Our observations may have several important clinical and therapeutic implications. VEGF elicits several mitogenic and nonmitogenic responses of the vascular system, such as endothelial cell growth, chemotaxis, expression of tissue factor, plasminogen activators, and collagenases, and enhancement of vessel wall permeability. Our finding of large amounts of VEGF at the site of a microvascular injury emphasizes the potential importance of VEGF in wound healing and tissue repair.

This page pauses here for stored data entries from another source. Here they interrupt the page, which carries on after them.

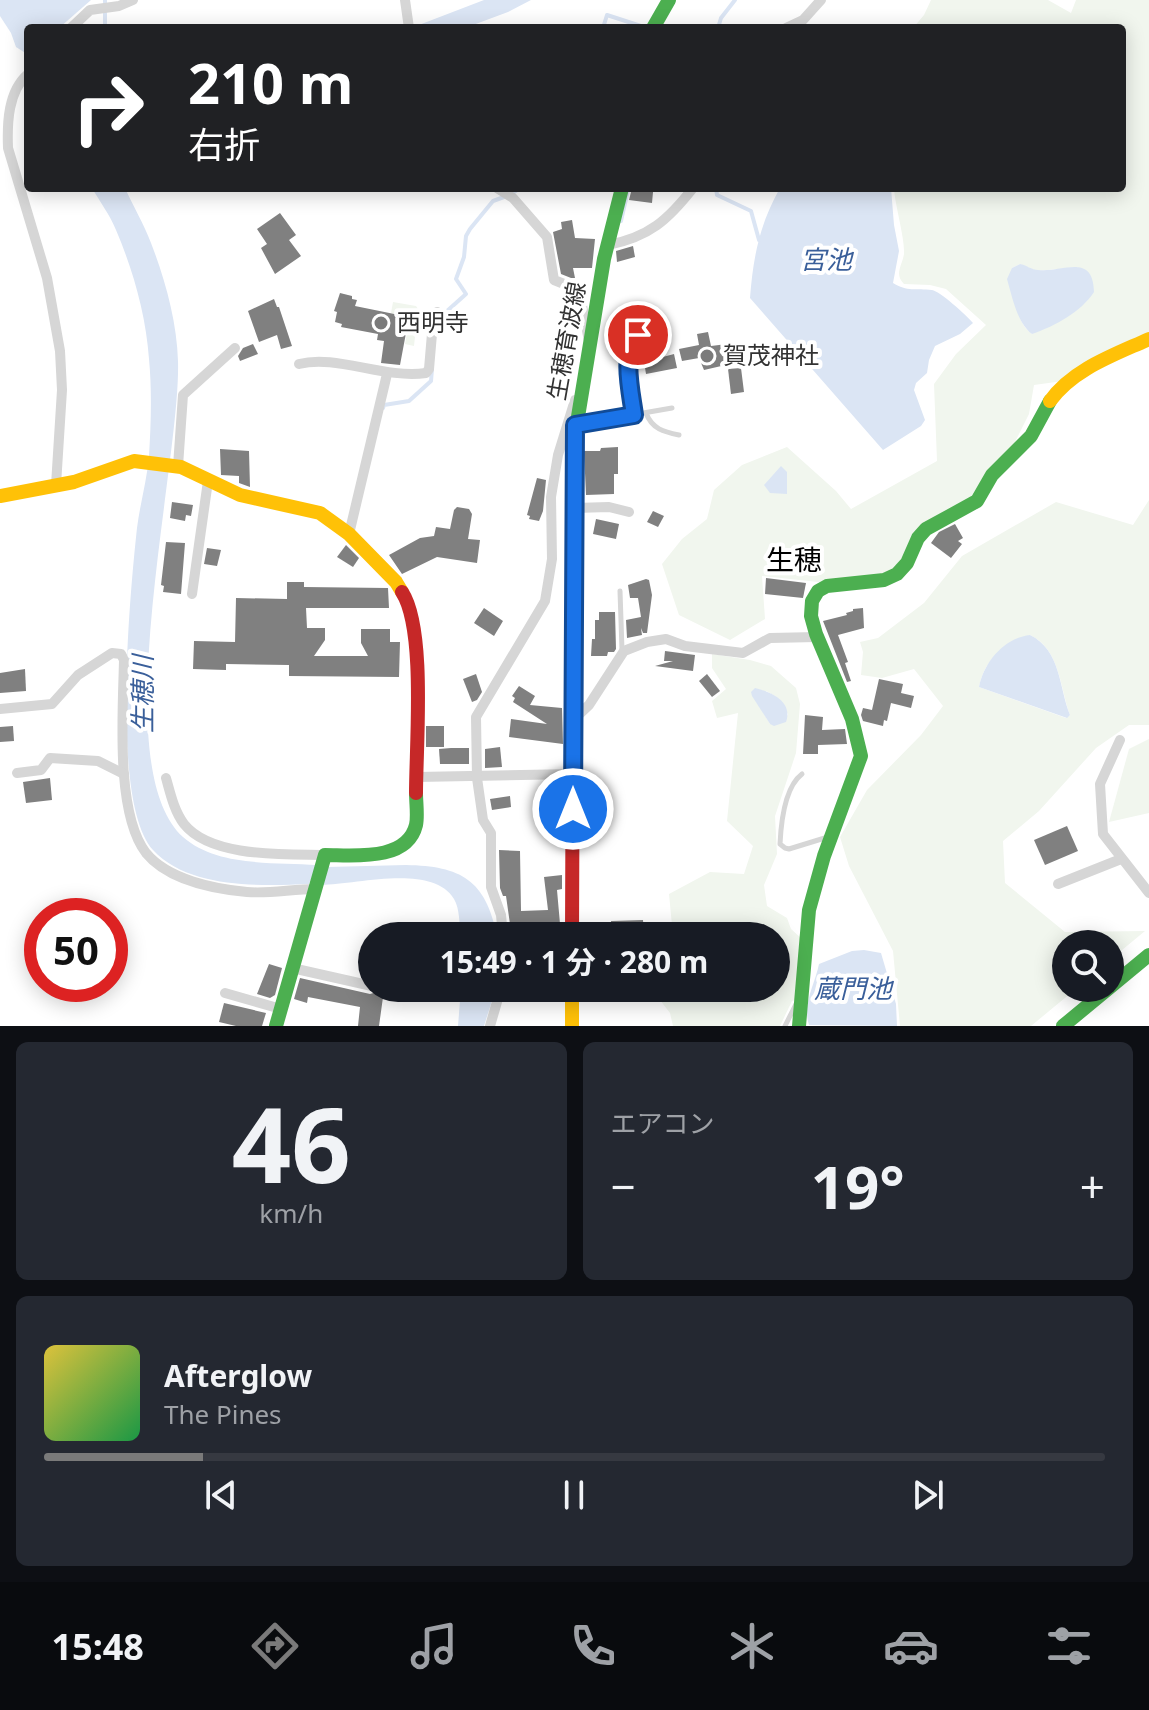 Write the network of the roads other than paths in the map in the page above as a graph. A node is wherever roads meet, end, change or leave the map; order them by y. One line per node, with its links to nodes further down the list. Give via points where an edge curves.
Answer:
1 (133, 0): 5 (street, via 90,10)
2 (405, 0): 6 (street)
3 (669, 0): 7 (main road)
4 (821, 0): 8 (street)
5 (75, 24)
6 (409, 24)
7 (655, 24)
8 (794, 24)
9 (24, 78): 29 (street, via 13,98 8,148 47,278 60,351)
10 (503, 192): 16 (street, via 547,237 554,280 579,290)
11 (621, 192): 13 (main road, 生穂育波線)
12 (690, 192): 13 (street, via 647,234)
13 (608, 245): 16 (main road, 生穂育波線)
14 (437, 312): 20 (street, via 426,373)
15 (1149, 339): 36 (main road, via 1097,363 1056,392 1034,433 994,473 978,500 922,532 895,576 817,591 811,604)
16 (590, 343): 21 (main road, 生穂育波線)
17 (658, 345): 24 (lane, via 648,332 631,344)
18 (235, 348): 27 (street, via 183,395)
19 (299, 364): 20 (street, via 323,362)
20 (387, 374): 33 (street)
21 (583, 380): 25 (main road, 生穂育波線); 47 (street, via 552,488 552,559 545,601 476,717)
22 (672, 408): 23 (lane)
23 (646, 413): 24 (lane); 26 (lane, via 657,428)
24 (634, 415): 25 (lane)
25 (575, 425): 31 (main road, 生穂育波線)
26 (679, 435)
27 (174, 466): 28 (main road); 29 (main road, via 125,463)
28 (208, 481): 33 (main road, via 240,495 314,510); 35 (street)
29 (56, 485): 30 (main road)
30 (0, 496)
31 (575, 508): 32 (street); 39 (main road, 生穂育波線)
32 (629, 512)
33 (349, 534): 45 (main road, via 410,604 416,632)
34 (620, 591): 37 (lane)
35 (192, 594)
36 (817, 637): 37 (street, via 770,638 743,653 661,639); 48 (main road, via 861,752)
37 (622, 653): 39 (street)
38 (0, 709): 42 (street, via 52,704 78,675 112,653 121,654)
39 (573, 720): 43 (main road, 生穂育波線)
40 (1120, 740): 50 (street, via 1100,784 1103,834)
41 (17, 773): 42 (street, via 41,770 50,758 98,761)
42 (124, 774): 52 (street, via 136,834 158,865 184,878 233,890)
43 (573, 774): 47 (street); 55 (main road, 生穂育波線)
44 (802, 774): 48 (lane, via 787,801 780,844 789,849)
45 (417, 777): 47 (street); 49 (main road, via 416,825 408,842 392,852)
46 (166, 778): 49 (street, via 184,824 213,844)
47 (477, 778): 54 (street, via 483,820 491,833 491,887)
48 (832, 835): 62 (main road, via 809,910)
49 (324, 859): 52 (main road)
50 (1121, 859): 51 (street); 53 (street)
51 (1058, 884)
52 (315, 888): 57 (main road)
53 (1149, 893)
54 (502, 922)
55 (572, 922)
56 (1149, 955): 69 (main road)
57 (292, 968): 58 (street); 63 (main road)
58 (358, 983)
59 (225, 993): 63 (street)
60 (497, 1002): 65 (street)
61 (572, 1002): 66 (main road)
62 (802, 1005): 67 (lane, via 796,1004); 68 (main road)
63 (281, 1009): 64 (main road)
64 (276, 1026)
65 (490, 1026)
66 (572, 1026)
67 (785, 1026)
68 (799, 1026)
69 (1063, 1026) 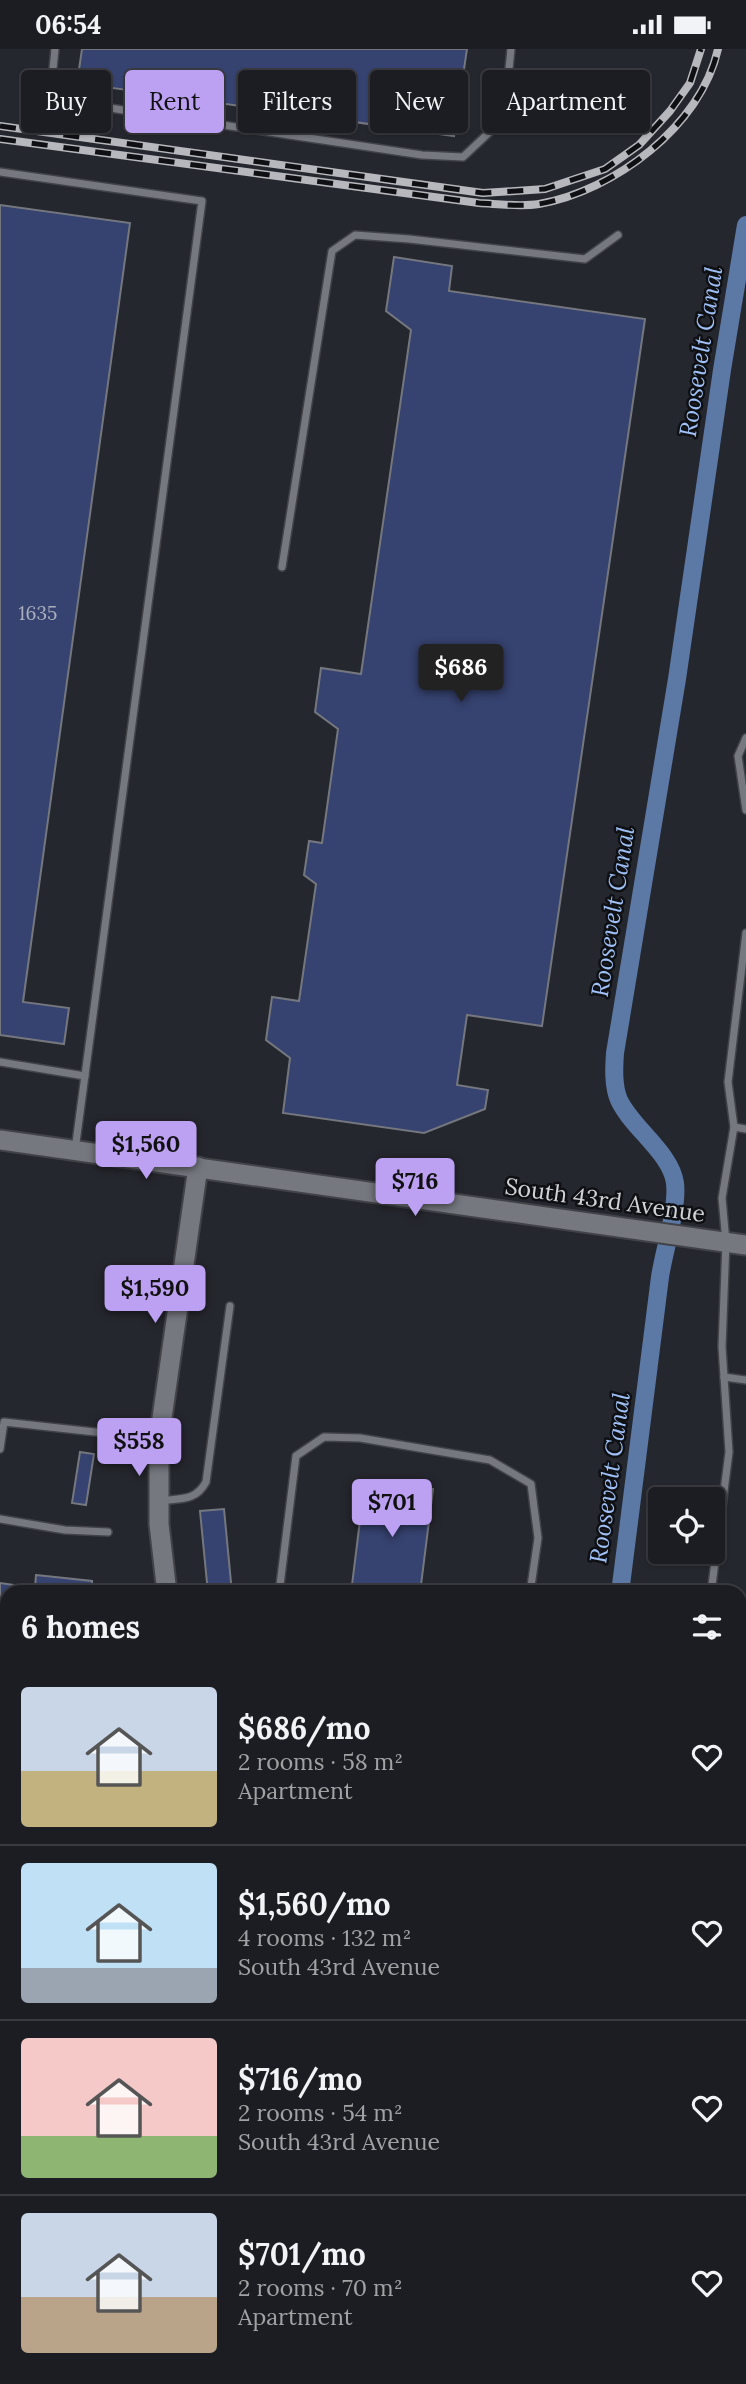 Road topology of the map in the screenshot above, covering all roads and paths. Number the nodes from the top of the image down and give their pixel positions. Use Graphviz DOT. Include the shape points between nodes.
graph roads {
  1 [pos="55,49"];
  2 [pos="510,49"];
  3 [pos="0,172"];
  4 [pos="618,235"];
  5 [pos="282,566"];
  6 [pos="746,738"];
  7 [pos="746,810"];
  8 [pos="746,933"];
  9 [pos="0,1062"];
  10 [pos="85,1076"];
  11 [pos="734,1127"];
  12 [pos="746,1129"];
  13 [pos="0,1140"];
  14 [pos="75,1150"];
  15 [pos="198,1167"];
  16 [pos="736,1243"];
  17 [pos="230,1306"];
  18 [pos="724,1377"];
  19 [pos="746,1380"];
  20 [pos="159,1439"];
  21 [pos="0,1449"];
  22 [pos="159,1501"];
  23 [pos="0,1519"];
  24 [pos="108,1532"];
  25 [pos="166,1585"];
  26 [pos="280,1585"];
  27 [pos="531,1585"];
  28 [pos="711,1585"];
  1 -- 2 [label="lane" via="50,99 422,155 463,157 496,127 506,99"];
  3 -- 10 [label="lane" via="202,201"];
  4 -- 5 [label="lane" via="585,259 355,235 332,251"];
  6 -- 7 [label="lane" via="738,756"];
  8 -- 11 [label="lane" via="728,1083"];
  9 -- 10 [label="lane"];
  10 -- 14 [label="lane"];
  11 -- 12 [label="lane"];
  11 -- 16 [label="lane" via="722,1199"];
  13 -- 14 [label="main road, South 43rd Avenue"];
  14 -- 15 [label="main road, South 43rd Avenue"];
  15 -- 16 [label="main road, South 43rd Avenue"];
  15 -- 20 [label="main road"];
  16 -- 18 [label="lane" via="722,1347"];
  17 -- 22 [label="lane" via="206,1482 193,1497"];
  18 -- 19 [label="lane"];
  18 -- 28 [label="lane" via="729,1452"];
  20 -- 21 [label="lane" via="4,1422"];
  20 -- 22 [label="main road"];
  22 -- 25 [label="main road"];
  23 -- 24 [label="lane"];
  26 -- 27 [label="lane" via="296,1456 324,1437 360,1438 490,1460 531,1485 538,1538"];
}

Malignant cells exhibit enhanced expression of VEGF mRNAs.9 12 VEGF expression seems to be greatest in regions of tumors adjacent to vascular areas of necrosis.23 24 This is consistent with the possibility that tumor angiogenesis might be driven, at least in part, by hypoxic induction of VEGF regardless of the underlying genetic mutations. Furthermore, anti-VEGF monoclonal antibodies inhibit the vascularization and growth of human tumors in animals.13 25 There is evidence from large clinical trials that treatment with antithrombotic drugs, regardless of their antithrombotic properties, has a beneficial effect on the incidence and course of malignant diseases.26 27 28 29 30 So far, no ready explanation has surfaced for these observations. One may speculate from our data that the "antitumor effect" of some antithrombotics is linked, at least in part, to the lower amounts of VEGF at the tumor site. This could result from a reduced release of VEGF by blood platelets as the consequence of inhibition of platelet and coagulation activation by the antithrombotic therapy.

In patients with acute coronary syndromes, the arterial injury, either spontaneously or induced by coronary interventions such as percutaneous transluminal coronary angioplasty, is associated with massive platelet activation and thrombin generation often followed by the formation of an occlusive thrombus. Under these circumstances, large amounts of VEGF are most likely released by platelets, predominantly at the site of thrombus formation. The role of VEGF in acute coronary syndromes remains to be clarified.

Received November 9, 1998; accepted December 7, 1998.